Stored entries
#####
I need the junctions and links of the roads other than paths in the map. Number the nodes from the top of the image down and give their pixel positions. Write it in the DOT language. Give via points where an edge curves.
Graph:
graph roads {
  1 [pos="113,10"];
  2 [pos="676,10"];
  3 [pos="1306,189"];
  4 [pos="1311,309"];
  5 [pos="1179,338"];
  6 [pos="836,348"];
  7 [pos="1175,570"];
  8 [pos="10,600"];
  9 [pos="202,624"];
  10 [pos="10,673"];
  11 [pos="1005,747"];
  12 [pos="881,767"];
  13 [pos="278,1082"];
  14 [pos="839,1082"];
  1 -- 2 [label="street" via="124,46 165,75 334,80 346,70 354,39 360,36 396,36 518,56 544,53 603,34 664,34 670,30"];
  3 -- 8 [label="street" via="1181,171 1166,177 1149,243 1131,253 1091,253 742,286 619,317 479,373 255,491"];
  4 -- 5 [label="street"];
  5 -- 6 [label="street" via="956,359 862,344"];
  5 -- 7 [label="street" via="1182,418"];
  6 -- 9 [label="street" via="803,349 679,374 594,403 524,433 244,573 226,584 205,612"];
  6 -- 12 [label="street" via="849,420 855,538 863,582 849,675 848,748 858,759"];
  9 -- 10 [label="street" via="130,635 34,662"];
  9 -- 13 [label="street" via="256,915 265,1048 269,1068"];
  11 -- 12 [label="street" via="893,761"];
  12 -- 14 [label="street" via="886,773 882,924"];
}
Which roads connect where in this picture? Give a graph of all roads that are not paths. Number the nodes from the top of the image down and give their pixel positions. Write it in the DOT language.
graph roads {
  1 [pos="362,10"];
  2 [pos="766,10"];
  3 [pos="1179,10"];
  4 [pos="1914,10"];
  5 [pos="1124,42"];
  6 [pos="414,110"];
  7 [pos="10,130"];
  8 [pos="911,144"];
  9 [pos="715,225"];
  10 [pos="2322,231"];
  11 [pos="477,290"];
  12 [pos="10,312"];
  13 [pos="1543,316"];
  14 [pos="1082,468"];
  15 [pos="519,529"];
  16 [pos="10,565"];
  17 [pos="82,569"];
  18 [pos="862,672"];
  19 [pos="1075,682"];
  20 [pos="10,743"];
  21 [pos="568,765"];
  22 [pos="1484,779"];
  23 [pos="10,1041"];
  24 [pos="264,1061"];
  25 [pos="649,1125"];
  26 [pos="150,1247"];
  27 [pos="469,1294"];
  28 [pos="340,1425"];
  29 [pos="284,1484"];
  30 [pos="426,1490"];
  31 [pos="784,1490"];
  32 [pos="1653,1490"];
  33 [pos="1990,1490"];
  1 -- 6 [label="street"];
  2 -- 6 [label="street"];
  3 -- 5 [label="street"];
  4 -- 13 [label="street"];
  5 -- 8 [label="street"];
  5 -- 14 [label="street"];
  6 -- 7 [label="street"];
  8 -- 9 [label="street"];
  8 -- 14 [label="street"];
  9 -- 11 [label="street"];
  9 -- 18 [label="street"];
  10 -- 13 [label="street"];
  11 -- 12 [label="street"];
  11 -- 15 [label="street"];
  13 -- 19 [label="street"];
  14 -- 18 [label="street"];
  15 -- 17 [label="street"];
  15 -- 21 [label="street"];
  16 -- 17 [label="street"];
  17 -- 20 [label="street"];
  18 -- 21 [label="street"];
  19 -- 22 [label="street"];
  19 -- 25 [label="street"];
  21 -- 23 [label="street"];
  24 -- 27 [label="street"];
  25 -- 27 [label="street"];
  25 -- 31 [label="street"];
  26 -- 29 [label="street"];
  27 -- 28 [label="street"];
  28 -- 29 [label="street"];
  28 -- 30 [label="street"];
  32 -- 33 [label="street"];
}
#####
What you need to do is repeat every record above exactly.

I need the junctions and links of the roads other than paths in the map. Number the nodes from the top of the image down and give their pixel positions. Write it in the DOT language. Give via points where an edge curves.
Graph:
graph roads {
  1 [pos="113,10"];
  2 [pos="676,10"];
  3 [pos="1306,189"];
  4 [pos="1311,309"];
  5 [pos="1179,338"];
  6 [pos="836,348"];
  7 [pos="1175,570"];
  8 [pos="10,600"];
  9 [pos="202,624"];
  10 [pos="10,673"];
  11 [pos="1005,747"];
  12 [pos="881,767"];
  13 [pos="278,1082"];
  14 [pos="839,1082"];
  1 -- 2 [label="street" via="124,46 165,75 334,80 346,70 354,39 360,36 396,36 518,56 544,53 603,34 664,34 670,30"];
  3 -- 8 [label="street" via="1181,171 1166,177 1149,243 1131,253 1091,253 742,286 619,317 479,373 255,491"];
  4 -- 5 [label="street"];
  5 -- 6 [label="street" via="956,359 862,344"];
  5 -- 7 [label="street" via="1182,418"];
  6 -- 9 [label="street" via="803,349 679,374 594,403 524,433 244,573 226,584 205,612"];
  6 -- 12 [label="street" via="849,420 855,538 863,582 849,675 848,748 858,759"];
  9 -- 10 [label="street" via="130,635 34,662"];
  9 -- 13 [label="street" via="256,915 265,1048 269,1068"];
  11 -- 12 [label="street" via="893,761"];
  12 -- 14 [label="street" via="886,773 882,924"];
}
Which roads connect where in this picture? Give a graph of all roads that are not paths. Number the nodes from the top of the image down and give their pixel positions. Write it in the DOT language.
graph roads {
  1 [pos="362,10"];
  2 [pos="766,10"];
  3 [pos="1179,10"];
  4 [pos="1914,10"];
  5 [pos="1124,42"];
  6 [pos="414,110"];
  7 [pos="10,130"];
  8 [pos="911,144"];
  9 [pos="715,225"];
  10 [pos="2322,231"];
  11 [pos="477,290"];
  12 [pos="10,312"];
  13 [pos="1543,316"];
  14 [pos="1082,468"];
  15 [pos="519,529"];
  16 [pos="10,565"];
  17 [pos="82,569"];
  18 [pos="862,672"];
  19 [pos="1075,682"];
  20 [pos="10,743"];
  21 [pos="568,765"];
  22 [pos="1484,779"];
  23 [pos="10,1041"];
  24 [pos="264,1061"];
  25 [pos="649,1125"];
  26 [pos="150,1247"];
  27 [pos="469,1294"];
  28 [pos="340,1425"];
  29 [pos="284,1484"];
  30 [pos="426,1490"];
  31 [pos="784,1490"];
  32 [pos="1653,1490"];
  33 [pos="1990,1490"];
  1 -- 6 [label="street"];
  2 -- 6 [label="street"];
  3 -- 5 [label="street"];
  4 -- 13 [label="street"];
  5 -- 8 [label="street"];
  5 -- 14 [label="street"];
  6 -- 7 [label="street"];
  8 -- 9 [label="street"];
  8 -- 14 [label="street"];
  9 -- 11 [label="street"];
  9 -- 18 [label="street"];
  10 -- 13 [label="street"];
  11 -- 12 [label="street"];
  11 -- 15 [label="street"];
  13 -- 19 [label="street"];
  14 -- 18 [label="street"];
  15 -- 17 [label="street"];
  15 -- 21 [label="street"];
  16 -- 17 [label="street"];
  17 -- 20 [label="street"];
  18 -- 21 [label="street"];
  19 -- 22 [label="street"];
  19 -- 25 [label="street"];
  21 -- 23 [label="street"];
  24 -- 27 [label="street"];
  25 -- 27 [label="street"];
  25 -- 31 [label="street"];
  26 -- 29 [label="street"];
  27 -- 28 [label="street"];
  28 -- 29 [label="street"];
  28 -- 30 [label="street"];
  32 -- 33 [label="street"];
}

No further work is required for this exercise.